▸ **PROBLEM DETAILS**: Bring together every line in the data that includes "Avenida".

[Items from a data source]
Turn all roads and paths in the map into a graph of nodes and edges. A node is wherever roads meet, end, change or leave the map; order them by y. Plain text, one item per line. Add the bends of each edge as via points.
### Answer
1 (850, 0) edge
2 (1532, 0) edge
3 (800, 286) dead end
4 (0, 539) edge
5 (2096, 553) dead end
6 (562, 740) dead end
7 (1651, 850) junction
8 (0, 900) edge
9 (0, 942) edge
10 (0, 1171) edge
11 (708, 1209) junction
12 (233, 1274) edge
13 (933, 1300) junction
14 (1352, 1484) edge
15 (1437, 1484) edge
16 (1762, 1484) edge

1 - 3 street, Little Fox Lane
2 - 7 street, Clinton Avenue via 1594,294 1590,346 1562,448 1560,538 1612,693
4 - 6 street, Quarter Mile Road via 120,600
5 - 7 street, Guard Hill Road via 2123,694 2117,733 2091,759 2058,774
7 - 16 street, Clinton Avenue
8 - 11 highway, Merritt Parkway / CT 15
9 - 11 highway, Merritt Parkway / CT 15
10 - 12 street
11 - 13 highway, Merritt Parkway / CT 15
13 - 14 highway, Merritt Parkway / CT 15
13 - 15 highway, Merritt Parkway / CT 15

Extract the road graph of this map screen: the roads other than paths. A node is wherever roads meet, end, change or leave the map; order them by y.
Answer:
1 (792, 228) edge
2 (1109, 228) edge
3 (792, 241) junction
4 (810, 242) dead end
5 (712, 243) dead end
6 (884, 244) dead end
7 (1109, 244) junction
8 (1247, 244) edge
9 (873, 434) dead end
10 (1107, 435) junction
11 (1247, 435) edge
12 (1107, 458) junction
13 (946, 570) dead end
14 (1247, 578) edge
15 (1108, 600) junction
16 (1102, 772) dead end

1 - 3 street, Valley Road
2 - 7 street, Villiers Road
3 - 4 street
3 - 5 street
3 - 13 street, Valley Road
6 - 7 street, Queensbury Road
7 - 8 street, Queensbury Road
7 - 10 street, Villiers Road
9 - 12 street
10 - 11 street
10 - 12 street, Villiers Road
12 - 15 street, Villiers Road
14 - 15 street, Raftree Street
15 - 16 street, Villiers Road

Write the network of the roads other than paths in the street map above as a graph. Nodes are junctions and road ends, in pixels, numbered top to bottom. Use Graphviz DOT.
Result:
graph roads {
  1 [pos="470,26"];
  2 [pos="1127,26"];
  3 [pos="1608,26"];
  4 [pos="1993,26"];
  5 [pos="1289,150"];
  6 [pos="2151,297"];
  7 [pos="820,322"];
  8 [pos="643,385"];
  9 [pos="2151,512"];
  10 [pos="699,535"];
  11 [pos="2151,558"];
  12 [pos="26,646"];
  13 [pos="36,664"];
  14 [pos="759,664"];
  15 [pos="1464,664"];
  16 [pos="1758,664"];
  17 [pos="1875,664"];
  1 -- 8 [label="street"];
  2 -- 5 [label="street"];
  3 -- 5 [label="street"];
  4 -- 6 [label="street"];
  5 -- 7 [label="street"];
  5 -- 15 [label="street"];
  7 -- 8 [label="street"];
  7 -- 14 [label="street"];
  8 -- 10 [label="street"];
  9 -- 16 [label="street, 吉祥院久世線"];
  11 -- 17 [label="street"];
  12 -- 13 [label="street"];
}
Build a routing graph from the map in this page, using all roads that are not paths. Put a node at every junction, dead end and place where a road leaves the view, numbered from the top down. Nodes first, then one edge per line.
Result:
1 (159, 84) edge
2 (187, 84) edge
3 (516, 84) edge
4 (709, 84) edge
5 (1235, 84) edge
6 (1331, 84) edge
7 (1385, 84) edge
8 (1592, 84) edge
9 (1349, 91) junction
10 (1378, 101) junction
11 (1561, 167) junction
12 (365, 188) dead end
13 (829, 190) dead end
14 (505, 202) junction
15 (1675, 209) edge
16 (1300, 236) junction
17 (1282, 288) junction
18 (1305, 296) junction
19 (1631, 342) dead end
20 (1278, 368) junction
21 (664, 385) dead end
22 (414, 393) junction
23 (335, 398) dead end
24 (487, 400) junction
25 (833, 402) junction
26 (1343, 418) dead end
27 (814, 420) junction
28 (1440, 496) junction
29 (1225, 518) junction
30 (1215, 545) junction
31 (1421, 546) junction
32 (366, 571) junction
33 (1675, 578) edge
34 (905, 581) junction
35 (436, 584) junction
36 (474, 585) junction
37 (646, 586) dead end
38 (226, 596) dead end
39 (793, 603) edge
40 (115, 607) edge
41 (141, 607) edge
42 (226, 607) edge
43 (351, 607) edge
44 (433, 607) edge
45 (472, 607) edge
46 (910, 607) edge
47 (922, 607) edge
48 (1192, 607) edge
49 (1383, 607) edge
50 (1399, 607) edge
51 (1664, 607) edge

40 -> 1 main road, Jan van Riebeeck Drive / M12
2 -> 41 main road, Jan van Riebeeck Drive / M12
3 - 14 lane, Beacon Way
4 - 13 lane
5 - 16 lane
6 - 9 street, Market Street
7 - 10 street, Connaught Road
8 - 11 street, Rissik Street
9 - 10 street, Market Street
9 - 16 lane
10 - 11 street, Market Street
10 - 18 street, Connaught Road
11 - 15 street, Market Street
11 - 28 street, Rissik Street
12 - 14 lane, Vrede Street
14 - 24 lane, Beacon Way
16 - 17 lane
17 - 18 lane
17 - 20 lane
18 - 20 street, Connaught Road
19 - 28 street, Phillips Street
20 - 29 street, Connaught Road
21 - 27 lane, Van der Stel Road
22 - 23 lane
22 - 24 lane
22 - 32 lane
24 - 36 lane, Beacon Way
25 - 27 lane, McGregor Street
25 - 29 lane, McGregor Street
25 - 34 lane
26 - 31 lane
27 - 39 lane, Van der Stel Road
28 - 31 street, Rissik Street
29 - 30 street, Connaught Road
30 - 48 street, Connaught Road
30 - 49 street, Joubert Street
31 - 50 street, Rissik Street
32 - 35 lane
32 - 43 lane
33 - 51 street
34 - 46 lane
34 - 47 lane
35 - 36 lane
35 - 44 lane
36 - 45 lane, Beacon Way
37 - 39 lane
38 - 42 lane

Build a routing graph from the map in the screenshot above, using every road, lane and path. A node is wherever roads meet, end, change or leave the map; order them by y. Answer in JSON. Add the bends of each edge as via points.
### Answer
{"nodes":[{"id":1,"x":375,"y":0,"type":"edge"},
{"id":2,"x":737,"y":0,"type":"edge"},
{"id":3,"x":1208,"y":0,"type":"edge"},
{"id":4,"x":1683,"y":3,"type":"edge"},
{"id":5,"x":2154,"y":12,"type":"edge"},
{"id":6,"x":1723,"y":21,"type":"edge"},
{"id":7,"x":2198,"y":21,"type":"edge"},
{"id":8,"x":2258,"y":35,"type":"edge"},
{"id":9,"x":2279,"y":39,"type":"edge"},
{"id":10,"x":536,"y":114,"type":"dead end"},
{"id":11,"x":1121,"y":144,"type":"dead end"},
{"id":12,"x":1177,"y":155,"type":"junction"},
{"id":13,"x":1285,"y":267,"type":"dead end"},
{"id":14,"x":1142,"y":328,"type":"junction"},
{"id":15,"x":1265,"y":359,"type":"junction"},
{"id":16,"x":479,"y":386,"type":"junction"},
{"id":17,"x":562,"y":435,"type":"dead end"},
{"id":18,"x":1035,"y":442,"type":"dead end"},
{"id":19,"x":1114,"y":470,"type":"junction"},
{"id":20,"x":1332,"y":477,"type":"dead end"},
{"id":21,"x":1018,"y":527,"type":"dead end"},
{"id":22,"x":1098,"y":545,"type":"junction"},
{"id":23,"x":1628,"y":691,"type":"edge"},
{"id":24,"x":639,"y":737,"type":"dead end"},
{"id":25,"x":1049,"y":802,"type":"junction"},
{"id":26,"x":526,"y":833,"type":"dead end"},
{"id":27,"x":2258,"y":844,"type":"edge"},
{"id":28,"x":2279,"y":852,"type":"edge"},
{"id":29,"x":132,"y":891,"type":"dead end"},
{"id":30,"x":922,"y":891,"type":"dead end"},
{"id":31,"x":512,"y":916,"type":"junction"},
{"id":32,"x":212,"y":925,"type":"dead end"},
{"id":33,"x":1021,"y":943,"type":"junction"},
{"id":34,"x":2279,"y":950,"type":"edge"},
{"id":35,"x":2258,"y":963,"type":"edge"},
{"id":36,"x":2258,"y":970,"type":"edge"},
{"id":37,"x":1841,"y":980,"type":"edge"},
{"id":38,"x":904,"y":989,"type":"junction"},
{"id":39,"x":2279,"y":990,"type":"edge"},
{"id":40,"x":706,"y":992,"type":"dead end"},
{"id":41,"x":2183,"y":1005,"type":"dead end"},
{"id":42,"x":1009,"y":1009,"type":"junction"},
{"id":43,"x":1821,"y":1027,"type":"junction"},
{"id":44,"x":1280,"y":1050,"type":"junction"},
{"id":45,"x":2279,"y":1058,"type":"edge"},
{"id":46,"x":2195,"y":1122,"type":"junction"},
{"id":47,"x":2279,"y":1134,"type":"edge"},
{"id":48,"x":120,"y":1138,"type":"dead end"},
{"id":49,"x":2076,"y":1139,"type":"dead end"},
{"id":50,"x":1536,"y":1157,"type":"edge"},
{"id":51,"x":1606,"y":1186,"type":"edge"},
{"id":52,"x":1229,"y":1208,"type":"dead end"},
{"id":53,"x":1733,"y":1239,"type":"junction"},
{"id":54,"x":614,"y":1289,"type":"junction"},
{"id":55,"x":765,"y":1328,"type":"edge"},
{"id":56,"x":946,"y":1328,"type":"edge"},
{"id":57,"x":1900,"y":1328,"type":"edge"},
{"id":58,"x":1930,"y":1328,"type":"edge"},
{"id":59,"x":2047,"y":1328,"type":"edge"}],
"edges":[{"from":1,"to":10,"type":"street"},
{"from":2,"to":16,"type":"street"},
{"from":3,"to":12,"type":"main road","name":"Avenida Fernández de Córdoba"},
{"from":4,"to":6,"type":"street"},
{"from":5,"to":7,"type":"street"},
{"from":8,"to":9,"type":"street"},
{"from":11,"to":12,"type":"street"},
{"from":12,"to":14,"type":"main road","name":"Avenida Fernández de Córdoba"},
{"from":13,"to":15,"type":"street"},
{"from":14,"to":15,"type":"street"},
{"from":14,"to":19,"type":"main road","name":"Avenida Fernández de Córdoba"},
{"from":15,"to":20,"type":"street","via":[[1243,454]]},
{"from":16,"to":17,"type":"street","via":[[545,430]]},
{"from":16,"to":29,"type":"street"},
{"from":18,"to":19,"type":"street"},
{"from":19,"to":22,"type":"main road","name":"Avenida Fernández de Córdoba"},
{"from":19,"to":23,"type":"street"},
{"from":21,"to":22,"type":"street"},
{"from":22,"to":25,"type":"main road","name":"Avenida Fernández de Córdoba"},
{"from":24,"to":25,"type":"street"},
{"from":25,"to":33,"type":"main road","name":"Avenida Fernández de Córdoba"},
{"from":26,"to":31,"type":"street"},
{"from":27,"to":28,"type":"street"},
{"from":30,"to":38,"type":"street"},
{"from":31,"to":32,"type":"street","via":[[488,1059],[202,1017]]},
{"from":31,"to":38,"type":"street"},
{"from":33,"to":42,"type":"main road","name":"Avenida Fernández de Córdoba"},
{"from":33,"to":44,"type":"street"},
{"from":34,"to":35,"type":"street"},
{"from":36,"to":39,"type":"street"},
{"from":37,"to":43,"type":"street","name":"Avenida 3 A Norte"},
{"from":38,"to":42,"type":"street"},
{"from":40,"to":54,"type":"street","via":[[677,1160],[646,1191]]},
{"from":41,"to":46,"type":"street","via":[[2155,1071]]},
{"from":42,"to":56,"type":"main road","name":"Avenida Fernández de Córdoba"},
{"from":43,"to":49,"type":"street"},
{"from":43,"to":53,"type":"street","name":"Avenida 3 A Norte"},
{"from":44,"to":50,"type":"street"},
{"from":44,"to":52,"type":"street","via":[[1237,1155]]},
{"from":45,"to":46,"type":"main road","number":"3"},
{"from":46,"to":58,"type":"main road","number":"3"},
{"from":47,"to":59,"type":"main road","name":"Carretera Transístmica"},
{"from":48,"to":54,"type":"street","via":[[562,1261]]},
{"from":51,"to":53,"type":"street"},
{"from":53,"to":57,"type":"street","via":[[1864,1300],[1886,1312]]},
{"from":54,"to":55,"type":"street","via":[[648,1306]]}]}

▸ **COMPLETED TASK**:
{"from":3,"to":12,"type":"main road","name":"Avenida Fernández de Córdoba"},
{"from":12,"to":14,"type":"main road","name":"Avenida Fernández de Córdoba"},
{"from":14,"to":19,"type":"main road","name":"Avenida Fernández de Córdoba"},
{"from":19,"to":22,"type":"main road","name":"Avenida Fernández de Córdoba"},
{"from":22,"to":25,"type":"main road","name":"Avenida Fernández de Córdoba"},
{"from":25,"to":33,"type":"main road","name":"Avenida Fernández de Córdoba"},
{"from":33,"to":42,"type":"main road","name":"Avenida Fernández de Córdoba"},
{"from":37,"to":43,"type":"street","name":"Avenida 3 A Norte"},
{"from":42,"to":56,"type":"main road","name":"Avenida Fernández de Córdoba"},
{"from":43,"to":53,"type":"street","name":"Avenida 3 A Norte"},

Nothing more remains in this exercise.